Audie Award Finalist, Children's Titles for Ages 8-12, 2014
In 1985 southern Sudan is ravaged by war. Rebels and government forces battle for control, with ordinary people…people like the boy, Salva Dut…caught in the middle. When Salva's village is attacked, he must embark on a harrowing journey that will propel him through horror and heartbreak, across a harsh desert, and into a strange new life.
Years later, in contemporary South Sudan, a girl named Nya must walk eight hours a day to fetch water. The walk is grueling, but there is unexpected hope. How these two stories intersect is told in this fascinating dual narrative, performed by David Baker and Cynthia Bishop, with the assistance of dialect coach James Achueil…who actually made the same journey across Africa when he was one of the "Lost Boys of the Sudan."
©2010 Linda Sue Park (P)2013 Full Cast Audio
Tired teacher. That is, REtired teacher.
It is so easy to take the smallest things for granted when we are used to having them all the time. Take water for example. I love my metal bottles full of cold ice water, and I drink from them all day long. I like my hot shower every morning and I like to brush my teeth and wash my face at night in warm, clean water. I have learned to be thankful for clean water, and to think that it comes into my house, hot or cold, duly filtered of all impurities, virtually at my bidding, is nothing short of a miracle. To have to drink unclean water at this point in my life would be an incredible hardship. To have to walk a three hour round trip twice a day every day to get that dirty water is simply unthinkable. That is the plight of many people in this world. This story is important in so many ways. It is a short book and I recommend it to everyone.
Former teacher, technology professional development facilitator, gardner, crafter, and avid reader
Every middle to high school student should read this. Numerous teachable moments. Great opportunities for meaningful discussions.
Nice short story that I plan to share with a kid's book club this summer. In light of how many times I hear the words "I'm bored", "There is nothing good to do", "Can we go get something new? Our toys aren't fun anymore", my hopes are high that this story will shed a new light on all of the blessings we have. Maybe it can spark some appreciation for all the conveniences of life in the USA and empathy for others around the globe who don't even have ready access to life-sustaining clean water. This story has made me stop and be thankful for my life and, at least for now (sorry Amazon), quit wishing for things I don't have nor need.
The perseverance that young Salva exhibits will have more of am impact on my kids because it is a true story. We all fall victim to the "I can't because . . . " statements from time to time. It is so easy to become lazy due to the fact most of the things we don't feel like doing aren't life threatening, immediately at least. Death by crocodile, dehydration and starvation are great motivators.
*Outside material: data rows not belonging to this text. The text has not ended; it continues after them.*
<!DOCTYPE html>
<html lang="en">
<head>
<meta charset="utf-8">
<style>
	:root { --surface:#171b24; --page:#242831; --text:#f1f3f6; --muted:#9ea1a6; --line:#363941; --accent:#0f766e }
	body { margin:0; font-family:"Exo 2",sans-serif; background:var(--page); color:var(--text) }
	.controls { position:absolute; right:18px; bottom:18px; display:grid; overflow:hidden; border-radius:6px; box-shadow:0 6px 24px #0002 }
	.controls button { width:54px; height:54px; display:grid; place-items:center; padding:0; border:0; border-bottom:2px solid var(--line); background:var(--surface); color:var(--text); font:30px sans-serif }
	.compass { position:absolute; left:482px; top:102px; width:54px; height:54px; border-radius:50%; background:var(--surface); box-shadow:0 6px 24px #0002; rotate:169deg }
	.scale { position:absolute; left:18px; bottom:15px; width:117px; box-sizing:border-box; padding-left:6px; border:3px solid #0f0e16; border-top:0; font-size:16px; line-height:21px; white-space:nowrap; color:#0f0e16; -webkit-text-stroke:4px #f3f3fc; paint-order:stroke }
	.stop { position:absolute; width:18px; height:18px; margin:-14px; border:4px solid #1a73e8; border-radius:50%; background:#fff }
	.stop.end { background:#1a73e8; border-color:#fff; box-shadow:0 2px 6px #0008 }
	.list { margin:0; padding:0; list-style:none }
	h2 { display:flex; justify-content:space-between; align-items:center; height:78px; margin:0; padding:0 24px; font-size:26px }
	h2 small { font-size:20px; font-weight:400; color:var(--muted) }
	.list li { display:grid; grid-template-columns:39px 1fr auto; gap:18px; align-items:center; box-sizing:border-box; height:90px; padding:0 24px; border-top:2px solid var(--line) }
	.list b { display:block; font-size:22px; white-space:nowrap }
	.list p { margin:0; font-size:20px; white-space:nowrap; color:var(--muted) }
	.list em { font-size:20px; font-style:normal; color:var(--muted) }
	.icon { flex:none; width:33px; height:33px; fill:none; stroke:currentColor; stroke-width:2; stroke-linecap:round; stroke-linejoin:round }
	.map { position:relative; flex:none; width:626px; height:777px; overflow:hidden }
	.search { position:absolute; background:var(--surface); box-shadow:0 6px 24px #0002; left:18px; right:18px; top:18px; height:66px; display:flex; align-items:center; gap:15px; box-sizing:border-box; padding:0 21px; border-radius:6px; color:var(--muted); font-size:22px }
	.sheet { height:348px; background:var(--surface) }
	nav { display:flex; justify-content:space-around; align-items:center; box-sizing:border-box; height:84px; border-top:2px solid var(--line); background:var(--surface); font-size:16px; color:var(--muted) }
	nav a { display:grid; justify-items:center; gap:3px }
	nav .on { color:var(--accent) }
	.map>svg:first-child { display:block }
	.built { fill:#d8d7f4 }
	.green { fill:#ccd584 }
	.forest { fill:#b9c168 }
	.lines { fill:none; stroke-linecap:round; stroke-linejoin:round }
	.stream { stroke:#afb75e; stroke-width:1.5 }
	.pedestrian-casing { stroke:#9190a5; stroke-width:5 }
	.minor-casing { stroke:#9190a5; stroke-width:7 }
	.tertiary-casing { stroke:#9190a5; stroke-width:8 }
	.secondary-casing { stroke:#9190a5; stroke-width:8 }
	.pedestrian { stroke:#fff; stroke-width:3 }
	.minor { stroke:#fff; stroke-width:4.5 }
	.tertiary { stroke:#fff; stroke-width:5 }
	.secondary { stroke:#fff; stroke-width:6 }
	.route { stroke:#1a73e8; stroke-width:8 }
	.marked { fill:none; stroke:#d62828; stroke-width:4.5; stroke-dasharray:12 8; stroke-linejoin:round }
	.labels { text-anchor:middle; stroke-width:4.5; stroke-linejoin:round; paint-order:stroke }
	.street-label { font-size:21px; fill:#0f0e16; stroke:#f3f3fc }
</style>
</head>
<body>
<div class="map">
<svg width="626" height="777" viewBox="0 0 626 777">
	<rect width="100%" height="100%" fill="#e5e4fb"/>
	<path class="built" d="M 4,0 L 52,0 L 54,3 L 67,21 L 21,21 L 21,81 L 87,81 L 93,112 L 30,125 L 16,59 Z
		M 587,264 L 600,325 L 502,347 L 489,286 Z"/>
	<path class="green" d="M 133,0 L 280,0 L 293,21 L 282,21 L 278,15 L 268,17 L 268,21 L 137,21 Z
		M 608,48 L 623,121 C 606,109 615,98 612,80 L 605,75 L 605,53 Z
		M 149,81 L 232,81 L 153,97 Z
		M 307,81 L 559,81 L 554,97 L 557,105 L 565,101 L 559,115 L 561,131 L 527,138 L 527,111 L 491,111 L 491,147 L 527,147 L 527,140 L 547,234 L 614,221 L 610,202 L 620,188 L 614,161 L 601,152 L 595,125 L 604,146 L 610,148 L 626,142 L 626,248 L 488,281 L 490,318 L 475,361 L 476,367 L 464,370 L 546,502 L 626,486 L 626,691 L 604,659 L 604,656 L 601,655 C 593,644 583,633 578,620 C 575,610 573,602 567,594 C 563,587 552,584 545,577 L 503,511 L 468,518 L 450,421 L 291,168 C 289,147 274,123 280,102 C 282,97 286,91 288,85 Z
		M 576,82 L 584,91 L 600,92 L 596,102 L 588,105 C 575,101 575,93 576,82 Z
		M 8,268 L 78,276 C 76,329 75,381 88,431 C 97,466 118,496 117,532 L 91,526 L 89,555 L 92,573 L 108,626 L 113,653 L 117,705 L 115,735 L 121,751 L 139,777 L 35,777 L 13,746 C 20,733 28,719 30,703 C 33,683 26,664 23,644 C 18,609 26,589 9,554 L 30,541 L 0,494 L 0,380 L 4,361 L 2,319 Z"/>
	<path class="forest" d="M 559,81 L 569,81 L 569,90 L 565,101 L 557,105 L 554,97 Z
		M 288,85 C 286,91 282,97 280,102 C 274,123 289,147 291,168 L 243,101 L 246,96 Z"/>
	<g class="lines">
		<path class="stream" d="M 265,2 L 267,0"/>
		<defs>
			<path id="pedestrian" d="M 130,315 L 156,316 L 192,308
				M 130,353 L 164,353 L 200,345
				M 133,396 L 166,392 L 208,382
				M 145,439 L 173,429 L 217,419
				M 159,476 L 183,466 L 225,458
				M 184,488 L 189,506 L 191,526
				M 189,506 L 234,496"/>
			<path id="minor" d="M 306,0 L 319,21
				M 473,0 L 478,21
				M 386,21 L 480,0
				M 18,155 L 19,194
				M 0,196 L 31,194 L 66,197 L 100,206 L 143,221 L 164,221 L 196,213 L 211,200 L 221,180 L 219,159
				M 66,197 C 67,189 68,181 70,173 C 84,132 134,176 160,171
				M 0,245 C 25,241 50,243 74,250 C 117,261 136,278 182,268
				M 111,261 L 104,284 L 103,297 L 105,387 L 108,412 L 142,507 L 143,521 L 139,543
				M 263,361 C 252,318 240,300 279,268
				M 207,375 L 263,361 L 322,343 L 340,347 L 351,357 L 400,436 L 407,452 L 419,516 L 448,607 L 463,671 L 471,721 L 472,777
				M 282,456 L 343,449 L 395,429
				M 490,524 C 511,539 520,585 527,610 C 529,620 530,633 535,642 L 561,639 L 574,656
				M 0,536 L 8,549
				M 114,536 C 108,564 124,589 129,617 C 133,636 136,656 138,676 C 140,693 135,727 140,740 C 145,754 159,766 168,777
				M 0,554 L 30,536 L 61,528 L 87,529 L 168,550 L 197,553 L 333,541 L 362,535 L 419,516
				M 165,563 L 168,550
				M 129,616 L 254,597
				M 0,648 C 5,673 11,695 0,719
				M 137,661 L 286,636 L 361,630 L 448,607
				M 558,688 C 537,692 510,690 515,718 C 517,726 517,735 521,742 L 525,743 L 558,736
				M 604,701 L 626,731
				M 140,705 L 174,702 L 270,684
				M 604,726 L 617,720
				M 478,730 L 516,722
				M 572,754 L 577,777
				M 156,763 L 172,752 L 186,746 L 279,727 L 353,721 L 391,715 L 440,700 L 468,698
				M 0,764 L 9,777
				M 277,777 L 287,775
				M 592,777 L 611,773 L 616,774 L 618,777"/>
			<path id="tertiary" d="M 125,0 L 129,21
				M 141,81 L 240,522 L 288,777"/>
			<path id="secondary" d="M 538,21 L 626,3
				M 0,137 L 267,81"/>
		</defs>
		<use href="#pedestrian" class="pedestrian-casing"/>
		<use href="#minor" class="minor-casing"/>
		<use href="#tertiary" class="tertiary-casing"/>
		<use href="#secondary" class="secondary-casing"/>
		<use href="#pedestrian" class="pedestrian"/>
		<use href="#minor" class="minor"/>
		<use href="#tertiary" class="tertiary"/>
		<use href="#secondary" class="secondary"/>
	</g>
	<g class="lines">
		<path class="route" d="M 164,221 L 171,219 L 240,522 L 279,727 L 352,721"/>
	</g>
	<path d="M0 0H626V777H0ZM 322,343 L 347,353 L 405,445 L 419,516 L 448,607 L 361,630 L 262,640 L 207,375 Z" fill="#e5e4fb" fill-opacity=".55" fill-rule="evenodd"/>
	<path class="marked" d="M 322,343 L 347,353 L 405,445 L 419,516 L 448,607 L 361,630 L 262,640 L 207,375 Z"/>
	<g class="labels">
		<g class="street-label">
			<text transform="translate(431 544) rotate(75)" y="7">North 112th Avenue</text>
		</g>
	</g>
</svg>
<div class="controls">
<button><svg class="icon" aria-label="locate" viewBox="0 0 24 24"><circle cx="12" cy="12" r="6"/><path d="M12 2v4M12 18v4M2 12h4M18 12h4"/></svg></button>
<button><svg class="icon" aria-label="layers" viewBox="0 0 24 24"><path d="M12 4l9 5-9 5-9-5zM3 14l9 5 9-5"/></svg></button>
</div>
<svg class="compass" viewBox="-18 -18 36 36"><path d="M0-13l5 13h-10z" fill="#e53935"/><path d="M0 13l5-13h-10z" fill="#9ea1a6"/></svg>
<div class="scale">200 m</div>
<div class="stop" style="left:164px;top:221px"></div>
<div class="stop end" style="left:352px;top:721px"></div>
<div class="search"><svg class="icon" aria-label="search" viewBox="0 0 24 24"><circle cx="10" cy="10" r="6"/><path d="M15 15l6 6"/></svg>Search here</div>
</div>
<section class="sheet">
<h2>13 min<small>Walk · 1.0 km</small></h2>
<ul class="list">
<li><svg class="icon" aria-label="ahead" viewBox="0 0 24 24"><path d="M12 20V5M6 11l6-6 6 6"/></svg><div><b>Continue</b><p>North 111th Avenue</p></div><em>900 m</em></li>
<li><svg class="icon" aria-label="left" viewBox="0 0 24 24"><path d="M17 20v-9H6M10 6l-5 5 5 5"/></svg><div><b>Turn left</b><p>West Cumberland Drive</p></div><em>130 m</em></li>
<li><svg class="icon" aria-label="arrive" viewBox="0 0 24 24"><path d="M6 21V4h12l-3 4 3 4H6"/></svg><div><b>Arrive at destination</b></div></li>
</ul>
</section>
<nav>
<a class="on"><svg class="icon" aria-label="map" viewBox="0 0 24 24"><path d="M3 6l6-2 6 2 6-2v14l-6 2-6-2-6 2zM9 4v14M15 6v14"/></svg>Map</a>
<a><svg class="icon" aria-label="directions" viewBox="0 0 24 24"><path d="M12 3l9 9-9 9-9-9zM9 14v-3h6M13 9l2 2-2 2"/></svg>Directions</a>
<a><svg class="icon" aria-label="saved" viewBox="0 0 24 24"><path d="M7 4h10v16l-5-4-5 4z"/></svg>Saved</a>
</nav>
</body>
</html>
Even after the immediate threat to Salva's life due to his 'rescue' he kept pushing himself well beyond his comfort zone in order to help his fellow countrymen survive. What a way to role model a purpose filled life to today's youth. It would be great if there were children wanting to be Salva rather than LeBron or Beyonce.
I'm sure there is a great story behind this book. Just not very well written. Someone decided to add music and drums in between chapters - ugh, it's awful! On the bright side I learned about Sudan and it's only 2 hours long.